» TASK DESCRIPTION
Exactly as they appear below, repeat the lines from the one with "pinky dip: (591, 206)" through the one with "pinky tip: (468, 166)". Drop every picture.

» Pose landmark coordinates
******************************

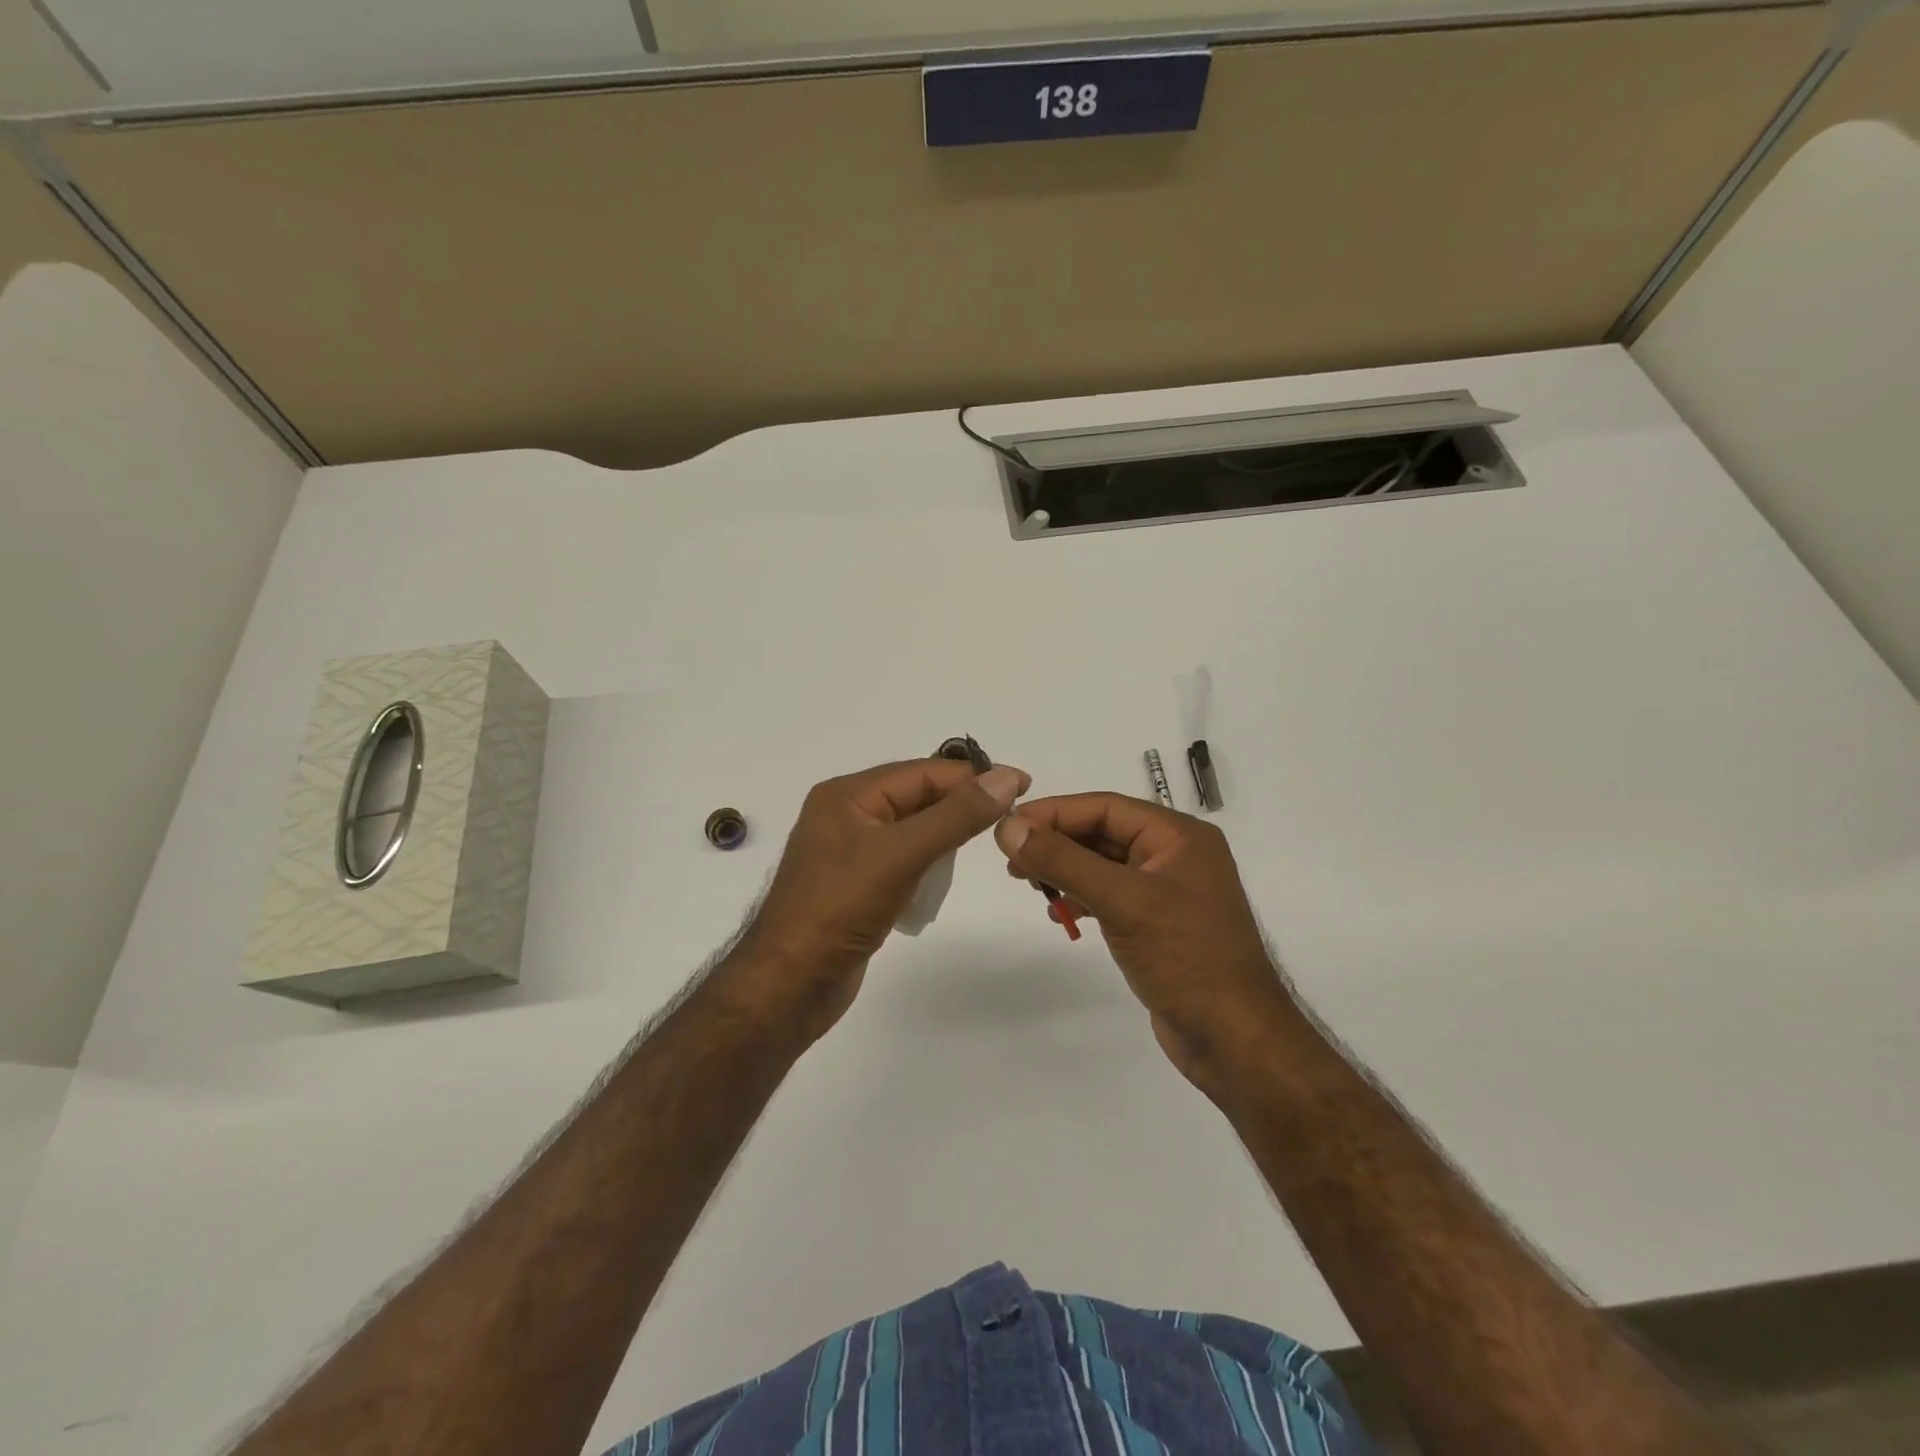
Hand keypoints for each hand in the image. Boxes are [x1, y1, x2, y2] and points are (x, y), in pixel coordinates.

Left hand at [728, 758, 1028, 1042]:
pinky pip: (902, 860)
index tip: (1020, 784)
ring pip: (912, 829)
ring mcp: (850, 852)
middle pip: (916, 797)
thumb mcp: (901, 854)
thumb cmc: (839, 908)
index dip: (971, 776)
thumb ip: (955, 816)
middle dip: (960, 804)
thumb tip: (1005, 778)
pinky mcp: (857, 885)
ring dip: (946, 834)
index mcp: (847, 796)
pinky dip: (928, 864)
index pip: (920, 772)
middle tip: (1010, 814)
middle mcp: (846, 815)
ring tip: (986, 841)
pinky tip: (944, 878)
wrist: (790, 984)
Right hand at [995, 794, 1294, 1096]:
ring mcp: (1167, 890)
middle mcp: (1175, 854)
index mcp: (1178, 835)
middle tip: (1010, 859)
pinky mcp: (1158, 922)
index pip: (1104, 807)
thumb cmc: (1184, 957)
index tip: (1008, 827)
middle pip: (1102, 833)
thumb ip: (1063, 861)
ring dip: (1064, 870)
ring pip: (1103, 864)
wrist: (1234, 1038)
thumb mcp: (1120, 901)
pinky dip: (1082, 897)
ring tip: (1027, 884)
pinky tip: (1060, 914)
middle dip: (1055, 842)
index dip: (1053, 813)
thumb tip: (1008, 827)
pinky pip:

******************************

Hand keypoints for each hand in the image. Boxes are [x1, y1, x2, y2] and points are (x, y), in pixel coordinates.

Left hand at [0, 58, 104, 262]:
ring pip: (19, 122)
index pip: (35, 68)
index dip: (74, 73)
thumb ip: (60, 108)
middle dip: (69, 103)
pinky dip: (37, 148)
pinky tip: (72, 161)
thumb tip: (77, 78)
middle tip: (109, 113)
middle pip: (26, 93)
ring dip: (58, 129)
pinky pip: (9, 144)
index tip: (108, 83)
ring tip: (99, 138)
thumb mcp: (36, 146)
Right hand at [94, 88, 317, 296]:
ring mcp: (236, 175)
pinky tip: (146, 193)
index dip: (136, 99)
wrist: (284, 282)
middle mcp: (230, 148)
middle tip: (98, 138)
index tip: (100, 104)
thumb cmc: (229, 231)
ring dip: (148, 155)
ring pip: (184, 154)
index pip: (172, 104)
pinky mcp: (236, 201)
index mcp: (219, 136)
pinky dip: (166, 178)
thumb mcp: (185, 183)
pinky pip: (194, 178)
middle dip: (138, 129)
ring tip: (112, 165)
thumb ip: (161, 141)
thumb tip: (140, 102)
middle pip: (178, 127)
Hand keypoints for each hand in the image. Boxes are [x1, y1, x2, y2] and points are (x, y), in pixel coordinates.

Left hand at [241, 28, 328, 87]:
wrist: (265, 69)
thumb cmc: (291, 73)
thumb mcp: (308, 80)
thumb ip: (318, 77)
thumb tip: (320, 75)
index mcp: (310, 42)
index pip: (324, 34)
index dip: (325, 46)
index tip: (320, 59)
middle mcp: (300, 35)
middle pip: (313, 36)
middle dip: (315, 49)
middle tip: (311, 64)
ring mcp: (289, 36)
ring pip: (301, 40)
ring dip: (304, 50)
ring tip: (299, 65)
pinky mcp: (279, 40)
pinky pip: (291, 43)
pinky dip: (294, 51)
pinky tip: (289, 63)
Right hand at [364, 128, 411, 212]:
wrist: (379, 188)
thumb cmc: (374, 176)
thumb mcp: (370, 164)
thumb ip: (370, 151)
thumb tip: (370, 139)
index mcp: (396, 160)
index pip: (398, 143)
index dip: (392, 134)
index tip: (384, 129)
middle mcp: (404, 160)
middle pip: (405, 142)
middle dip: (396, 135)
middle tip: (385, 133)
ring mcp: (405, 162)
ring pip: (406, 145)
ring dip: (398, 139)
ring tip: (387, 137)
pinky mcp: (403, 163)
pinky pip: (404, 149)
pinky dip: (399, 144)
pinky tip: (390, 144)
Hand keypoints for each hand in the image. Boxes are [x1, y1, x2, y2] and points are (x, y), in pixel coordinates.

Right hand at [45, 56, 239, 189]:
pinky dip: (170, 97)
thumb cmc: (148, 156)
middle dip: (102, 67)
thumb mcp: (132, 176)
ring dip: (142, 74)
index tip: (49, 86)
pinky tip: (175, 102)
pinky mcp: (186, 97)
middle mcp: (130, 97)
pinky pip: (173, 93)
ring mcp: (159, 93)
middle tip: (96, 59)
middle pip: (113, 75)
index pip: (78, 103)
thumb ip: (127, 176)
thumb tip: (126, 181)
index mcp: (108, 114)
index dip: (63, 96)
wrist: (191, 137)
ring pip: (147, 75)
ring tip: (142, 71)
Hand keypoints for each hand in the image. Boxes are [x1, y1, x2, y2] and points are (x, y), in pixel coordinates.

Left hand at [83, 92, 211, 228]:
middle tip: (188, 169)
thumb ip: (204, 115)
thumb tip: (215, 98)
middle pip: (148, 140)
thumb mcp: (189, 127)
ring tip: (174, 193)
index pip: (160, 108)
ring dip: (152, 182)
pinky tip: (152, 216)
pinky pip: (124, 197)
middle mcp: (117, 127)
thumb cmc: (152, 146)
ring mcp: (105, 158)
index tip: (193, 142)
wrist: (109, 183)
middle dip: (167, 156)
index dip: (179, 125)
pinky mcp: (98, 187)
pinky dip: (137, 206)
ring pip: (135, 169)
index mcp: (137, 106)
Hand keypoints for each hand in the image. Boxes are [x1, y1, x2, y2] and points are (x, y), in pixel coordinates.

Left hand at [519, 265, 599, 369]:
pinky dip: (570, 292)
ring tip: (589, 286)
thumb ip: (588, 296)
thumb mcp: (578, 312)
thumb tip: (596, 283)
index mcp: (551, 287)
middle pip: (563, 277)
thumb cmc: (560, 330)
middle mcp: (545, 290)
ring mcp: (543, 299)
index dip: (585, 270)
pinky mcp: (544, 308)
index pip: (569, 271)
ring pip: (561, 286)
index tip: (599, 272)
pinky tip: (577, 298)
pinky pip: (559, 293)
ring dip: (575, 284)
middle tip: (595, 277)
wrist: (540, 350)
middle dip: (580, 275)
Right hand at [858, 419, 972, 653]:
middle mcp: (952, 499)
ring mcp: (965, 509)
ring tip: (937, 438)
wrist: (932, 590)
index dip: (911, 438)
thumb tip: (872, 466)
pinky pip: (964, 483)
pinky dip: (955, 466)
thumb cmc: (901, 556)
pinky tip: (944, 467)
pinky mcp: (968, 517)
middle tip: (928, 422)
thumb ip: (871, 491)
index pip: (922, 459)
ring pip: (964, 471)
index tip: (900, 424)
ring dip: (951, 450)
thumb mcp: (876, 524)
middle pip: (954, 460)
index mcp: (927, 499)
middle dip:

******************************

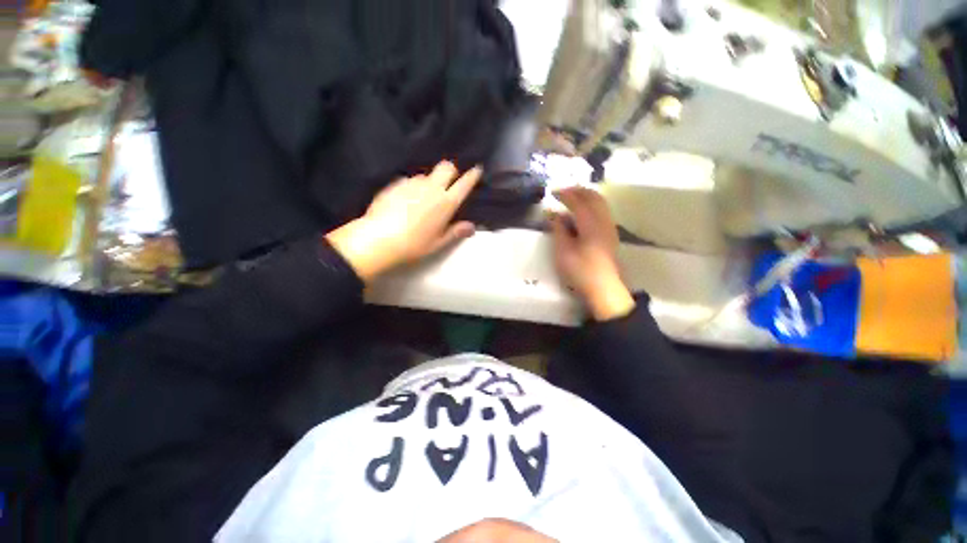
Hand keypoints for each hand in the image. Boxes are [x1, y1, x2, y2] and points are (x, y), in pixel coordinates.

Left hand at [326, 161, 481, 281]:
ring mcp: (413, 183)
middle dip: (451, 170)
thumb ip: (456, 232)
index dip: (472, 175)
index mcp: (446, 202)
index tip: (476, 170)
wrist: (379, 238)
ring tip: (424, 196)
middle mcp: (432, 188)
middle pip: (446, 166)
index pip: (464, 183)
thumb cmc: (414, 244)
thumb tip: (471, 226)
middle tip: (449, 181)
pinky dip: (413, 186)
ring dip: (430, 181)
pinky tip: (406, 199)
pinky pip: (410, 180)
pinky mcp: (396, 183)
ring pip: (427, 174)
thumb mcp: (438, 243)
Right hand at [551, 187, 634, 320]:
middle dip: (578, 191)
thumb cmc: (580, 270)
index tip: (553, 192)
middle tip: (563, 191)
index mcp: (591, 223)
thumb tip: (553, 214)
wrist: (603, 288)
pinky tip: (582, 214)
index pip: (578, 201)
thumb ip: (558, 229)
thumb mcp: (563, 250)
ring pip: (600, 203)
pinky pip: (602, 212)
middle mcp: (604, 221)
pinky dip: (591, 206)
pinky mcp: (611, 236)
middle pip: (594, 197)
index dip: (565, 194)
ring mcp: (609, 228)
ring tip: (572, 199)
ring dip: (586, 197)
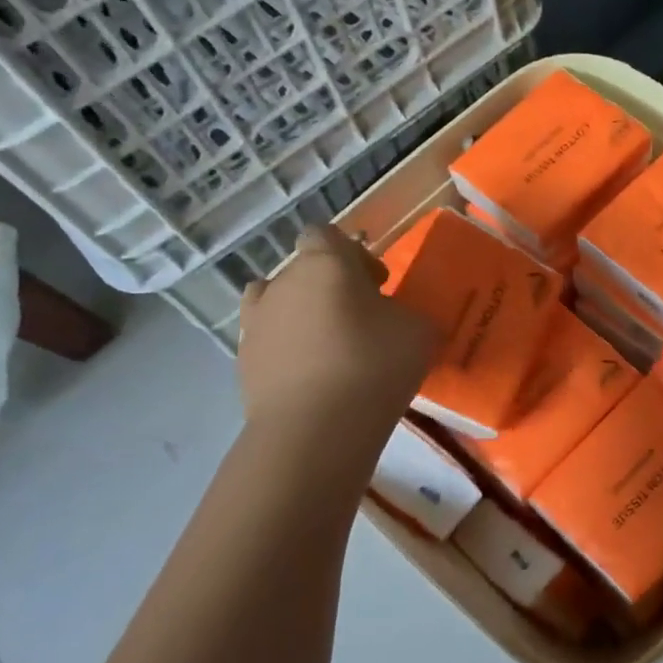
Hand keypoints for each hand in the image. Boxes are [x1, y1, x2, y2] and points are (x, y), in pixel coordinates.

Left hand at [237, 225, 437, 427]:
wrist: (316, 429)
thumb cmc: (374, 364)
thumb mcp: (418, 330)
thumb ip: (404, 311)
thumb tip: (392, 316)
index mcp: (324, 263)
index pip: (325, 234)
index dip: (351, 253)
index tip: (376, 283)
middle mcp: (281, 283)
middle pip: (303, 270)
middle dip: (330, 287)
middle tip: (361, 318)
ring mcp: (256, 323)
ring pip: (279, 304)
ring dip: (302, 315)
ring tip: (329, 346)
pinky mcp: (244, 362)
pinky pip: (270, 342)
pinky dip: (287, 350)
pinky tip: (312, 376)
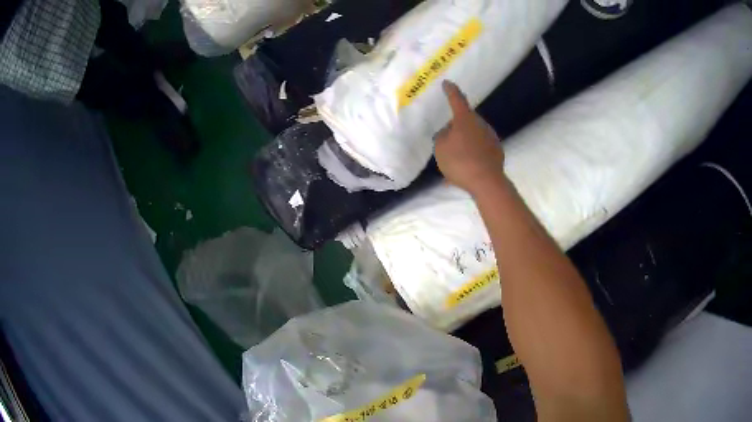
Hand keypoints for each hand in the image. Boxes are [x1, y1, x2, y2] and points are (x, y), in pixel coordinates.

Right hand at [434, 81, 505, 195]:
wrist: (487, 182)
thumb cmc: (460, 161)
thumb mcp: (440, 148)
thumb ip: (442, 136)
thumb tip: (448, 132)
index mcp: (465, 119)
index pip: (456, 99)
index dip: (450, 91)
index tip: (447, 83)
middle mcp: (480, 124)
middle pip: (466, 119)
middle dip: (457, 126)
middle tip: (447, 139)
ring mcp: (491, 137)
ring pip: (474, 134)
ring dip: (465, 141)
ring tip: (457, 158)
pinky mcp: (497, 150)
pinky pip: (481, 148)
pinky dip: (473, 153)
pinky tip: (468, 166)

******************************

» SOLUTION FOR THIS TASK
pinky dip: (591, 206)
pinky mcp: (611, 236)
middle pip: (594, 197)
index dip: (565, 194)
ring mcp: (609, 228)
ring tip: (572, 199)
ring dip: (586, 197)
Hand keypoints for each hand in the image. Boxes are [x1, y1, x2, y2] and points are (x, y), in pixel coordinates.

Left hand at [237, 225, 437, 427]:
wrist: (316, 429)
thumb cmc: (374, 364)
thumb mcp: (418, 330)
thumb ip: (404, 311)
thumb tip: (392, 316)
index mcp: (324, 263)
index pip: (325, 234)
index dip: (351, 253)
index tip: (376, 283)
middle mcp: (281, 283)
middle pip: (303, 270)
middle dip: (330, 287)
middle tip: (361, 318)
ring mcp: (256, 323)
ring pip: (279, 304)
ring dip: (302, 315)
ring tip: (329, 346)
pinky mcp: (244, 362)
pinky pip: (270, 342)
pinky dip: (287, 350)
pinky tip: (312, 376)
Hand keypoints for each hand in the image. Boxes are [x1, y1, x2, y2] and points are (x, y), in pixel coordinates.

Right hand at [434, 81, 505, 195]:
wrist: (487, 182)
thumb cmc: (460, 161)
thumb mcp: (440, 148)
thumb ip: (442, 136)
thumb tip: (448, 132)
index mcp: (465, 119)
index pip: (456, 99)
index dip: (450, 91)
index tip: (447, 83)
middle mcp: (480, 124)
middle pip: (466, 119)
middle dip: (457, 126)
middle tip: (447, 139)
ring mcp: (491, 137)
ring pip: (474, 134)
ring dip: (465, 141)
ring tip: (457, 158)
pinky mcp: (497, 150)
pinky pip: (481, 148)
pinky dip: (473, 153)
pinky tip: (468, 166)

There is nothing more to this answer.